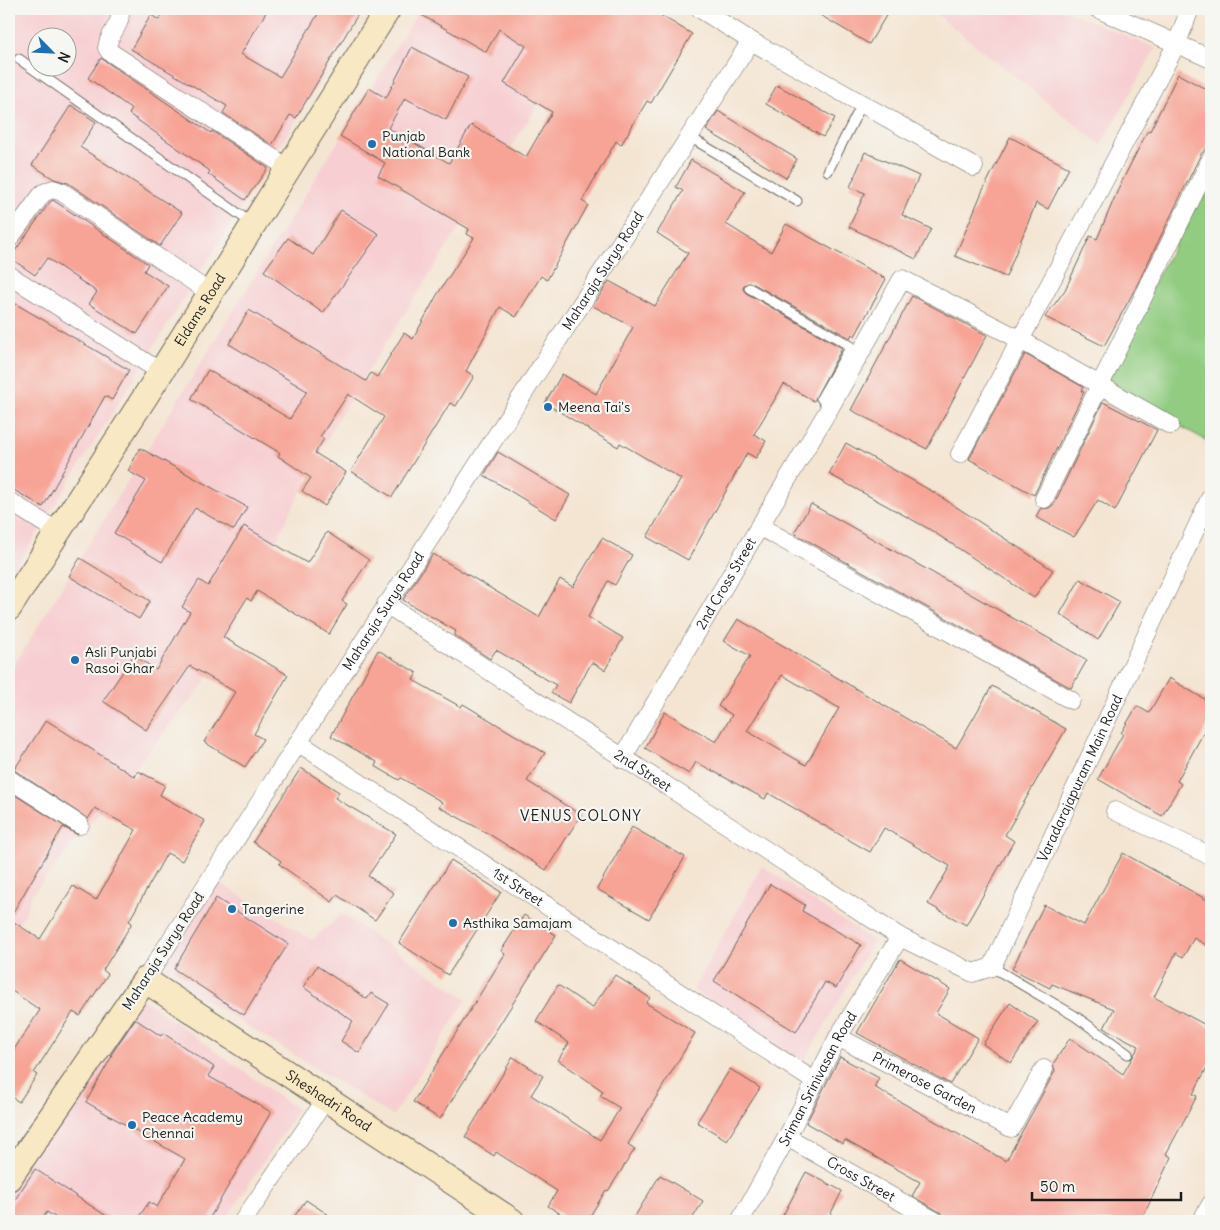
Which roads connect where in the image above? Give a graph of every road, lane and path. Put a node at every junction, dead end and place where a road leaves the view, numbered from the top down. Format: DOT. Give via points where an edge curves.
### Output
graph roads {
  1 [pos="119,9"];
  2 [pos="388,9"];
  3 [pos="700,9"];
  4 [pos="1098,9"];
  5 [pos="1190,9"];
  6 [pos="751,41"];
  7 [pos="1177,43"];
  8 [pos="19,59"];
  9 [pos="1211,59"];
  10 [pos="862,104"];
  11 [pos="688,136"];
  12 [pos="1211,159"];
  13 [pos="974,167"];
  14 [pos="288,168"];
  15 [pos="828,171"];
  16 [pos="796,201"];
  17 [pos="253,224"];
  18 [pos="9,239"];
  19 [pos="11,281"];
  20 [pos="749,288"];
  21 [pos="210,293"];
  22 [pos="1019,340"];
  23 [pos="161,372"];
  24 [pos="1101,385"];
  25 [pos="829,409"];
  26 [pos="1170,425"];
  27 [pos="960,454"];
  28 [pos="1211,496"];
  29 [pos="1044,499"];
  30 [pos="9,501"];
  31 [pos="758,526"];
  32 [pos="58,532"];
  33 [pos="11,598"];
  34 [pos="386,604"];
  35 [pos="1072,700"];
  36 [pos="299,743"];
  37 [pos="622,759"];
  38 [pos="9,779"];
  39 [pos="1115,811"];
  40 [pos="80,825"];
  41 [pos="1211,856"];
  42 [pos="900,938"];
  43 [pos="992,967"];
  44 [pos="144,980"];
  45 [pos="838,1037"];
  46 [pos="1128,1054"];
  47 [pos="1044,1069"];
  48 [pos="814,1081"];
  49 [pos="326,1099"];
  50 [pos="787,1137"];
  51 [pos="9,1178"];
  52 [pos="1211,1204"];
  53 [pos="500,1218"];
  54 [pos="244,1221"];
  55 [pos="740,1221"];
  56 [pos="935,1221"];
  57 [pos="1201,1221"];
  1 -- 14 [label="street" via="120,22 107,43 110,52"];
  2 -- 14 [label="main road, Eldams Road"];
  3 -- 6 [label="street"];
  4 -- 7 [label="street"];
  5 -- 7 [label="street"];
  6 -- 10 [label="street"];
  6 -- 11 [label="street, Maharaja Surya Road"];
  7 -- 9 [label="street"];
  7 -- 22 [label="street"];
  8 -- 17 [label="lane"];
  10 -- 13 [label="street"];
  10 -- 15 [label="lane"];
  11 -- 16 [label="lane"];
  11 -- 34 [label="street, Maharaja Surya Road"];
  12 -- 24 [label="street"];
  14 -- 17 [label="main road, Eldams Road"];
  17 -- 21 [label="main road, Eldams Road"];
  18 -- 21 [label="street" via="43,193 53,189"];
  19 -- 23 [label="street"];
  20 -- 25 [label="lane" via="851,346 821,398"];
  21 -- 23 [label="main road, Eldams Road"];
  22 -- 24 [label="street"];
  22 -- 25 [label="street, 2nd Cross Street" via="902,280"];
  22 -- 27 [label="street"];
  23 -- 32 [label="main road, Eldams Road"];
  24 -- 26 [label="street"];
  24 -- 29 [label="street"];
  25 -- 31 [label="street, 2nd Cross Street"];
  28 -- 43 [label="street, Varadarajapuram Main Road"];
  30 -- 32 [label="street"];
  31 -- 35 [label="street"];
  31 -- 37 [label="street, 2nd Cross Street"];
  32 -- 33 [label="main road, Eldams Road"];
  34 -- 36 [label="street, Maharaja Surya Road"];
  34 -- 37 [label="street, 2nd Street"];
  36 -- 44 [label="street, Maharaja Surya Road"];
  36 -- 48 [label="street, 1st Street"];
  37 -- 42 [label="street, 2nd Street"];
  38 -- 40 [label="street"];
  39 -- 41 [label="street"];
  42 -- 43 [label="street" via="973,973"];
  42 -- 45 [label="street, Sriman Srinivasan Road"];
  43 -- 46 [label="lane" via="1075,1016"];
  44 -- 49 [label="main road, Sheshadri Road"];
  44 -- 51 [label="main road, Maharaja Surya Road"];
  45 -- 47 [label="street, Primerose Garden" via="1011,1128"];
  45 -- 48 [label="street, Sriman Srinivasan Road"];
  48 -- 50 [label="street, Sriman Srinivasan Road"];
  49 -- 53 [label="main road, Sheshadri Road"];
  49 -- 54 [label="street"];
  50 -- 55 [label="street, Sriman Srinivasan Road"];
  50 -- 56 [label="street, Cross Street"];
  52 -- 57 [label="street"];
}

────

Could you copy the data above exactly, leaving the pictures out?

Which roads connect where in the image above? Give a graph of every road, lane and path. Put a node at every junction, dead end and place where a road leaves the view, numbered from the top down. Format: DOT. Give via points where an edge curves.
### Output
graph roads {
  1 [pos="119,9"];
  2 [pos="388,9"];
  3 [pos="700,9"];
  4 [pos="1098,9"];
  5 [pos="1190,9"];
  6 [pos="751,41"];
  7 [pos="1177,43"];
  8 [pos="19,59"];
  9 [pos="1211,59"];
  10 [pos="862,104"];
  11 [pos="688,136"];
  12 [pos="1211,159"];
  13 [pos="974,167"];
  14 [pos="288,168"];
  15 [pos="828,171"];
  16 [pos="796,201"];
  17 [pos="253,224"];
  18 [pos="9,239"];
  19 [pos="11,281"];
  20 [pos="749,288"];
  21 [pos="210,293"];
  22 [pos="1019,340"];
  23 [pos="161,372"];
  24 [pos="1101,385"];
  25 [pos="829,409"];
  26 [pos="1170,425"];
  27 [pos="960,454"];
  28 [pos="1211,496"];
  29 [pos="1044,499"];
  30 [pos="9,501"];
  31 [pos="758,526"];
  32 [pos="58,532"];
  33 [pos="11,598"];
  34 [pos="386,604"];
  35 [pos="1072,700"];
  36 [pos="299,743"];
  37 [pos="622,759"];
  38 [pos="9,779"];
  39 [pos="1115,811"];
  40 [pos="80,825"];
  41 [pos="1211,856"];
  42 [pos="900,938"];
  43 [pos="992,967"];
  44 [pos="144,980"];
  45 [pos="838,1037"];
  46 [pos="1128,1054"];
  47 [pos="1044,1069"];
  48 [pos="814,1081"];
  49 [pos="326,1099"];
  50 [pos="787,1137"];
  51 [pos="9,1178"];
  52 [pos="1211,1204"];
  53 [pos="500,1218"];
  54 [pos="244,1221"];
  55 [pos="740,1221"];
  56 [pos="935,1221"];
  57 [pos="1201,1221"];
  1 -- 14 [label="street" via="120,22 107,43 110,52"];
  2 -- 14 [label="main road, Eldams Road"];
  3 -- 6 [label="street"];
  4 -- 7 [label="street"];
  5 -- 7 [label="street"];
  6 -- 10 [label="street"];
  6 -- 11 [label="street, Maharaja Surya Road"];
  7 -- 9 [label="street"];
  7 -- 22 [label="street"];
  8 -- 17 [label="lane"];
  10 -- 13 [label="street"];
  10 -- 15 [label="lane"];
  11 -- 16 [label="lane"];
  11 -- 34 [label="street, Maharaja Surya Road"];
  12 -- 24 [label="street"];
  14 -- 17 [label="main road, Eldams Road"];
  17 -- 21 [label="main road, Eldams Road"];
  18 -- 21 [label="street" via="43,193 53,189"];
  19 -- 23 [label="street"];
  20 -- 25 [label="lane" via="851,346 821,398"];
  21 -- 23 [label="main road, Eldams Road"];
  22 -- 24 [label="street"];
  22 -- 25 [label="street, 2nd Cross Street" via="902,280"];
  22 -- 27 [label="street"];
  23 -- 32 [label="main road, Eldams Road"];
  24 -- 26 [label="street"];
  24 -- 29 [label="street"];
  25 -- 31 [label="street, 2nd Cross Street"];
  28 -- 43 [label="street, Varadarajapuram Main Road"];
  30 -- 32 [label="street"];
  31 -- 35 [label="street"];
  31 -- 37 [label="street, 2nd Cross Street"];
  32 -- 33 [label="main road, Eldams Road"];
  34 -- 36 [label="street, Maharaja Surya Road"];
  34 -- 37 [label="street, 2nd Street"];
  36 -- 44 [label="street, Maharaja Surya Road"];
  36 -- 48 [label="street, 1st Street"];
  37 -- 42 [label="street, 2nd Street"];
  38 -- 40 [label="street"];
  39 -- 41 [label="street"];
  42 -- 43 [label="street" via="973,973"];
  42 -- 45 [label="street, Sriman Srinivasan Road"];
  43 -- 46 [label="lane" via="1075,1016"];
  44 -- 49 [label="main road, Sheshadri Road"];
  44 -- 51 [label="main road, Maharaja Surya Road"];
  45 -- 47 [label="street, Primerose Garden" via="1011,1128"];
  45 -- 48 [label="street, Sriman Srinivasan Road"];
  48 -- 50 [label="street, Sriman Srinivasan Road"];
  49 -- 53 [label="main road, Sheshadri Road"];
  49 -- 54 [label="street"];
  50 -- 55 [label="street, Sriman Srinivasan Road"];
  50 -- 56 [label="street, Cross Street"];
  52 -- 57 [label="street"];
}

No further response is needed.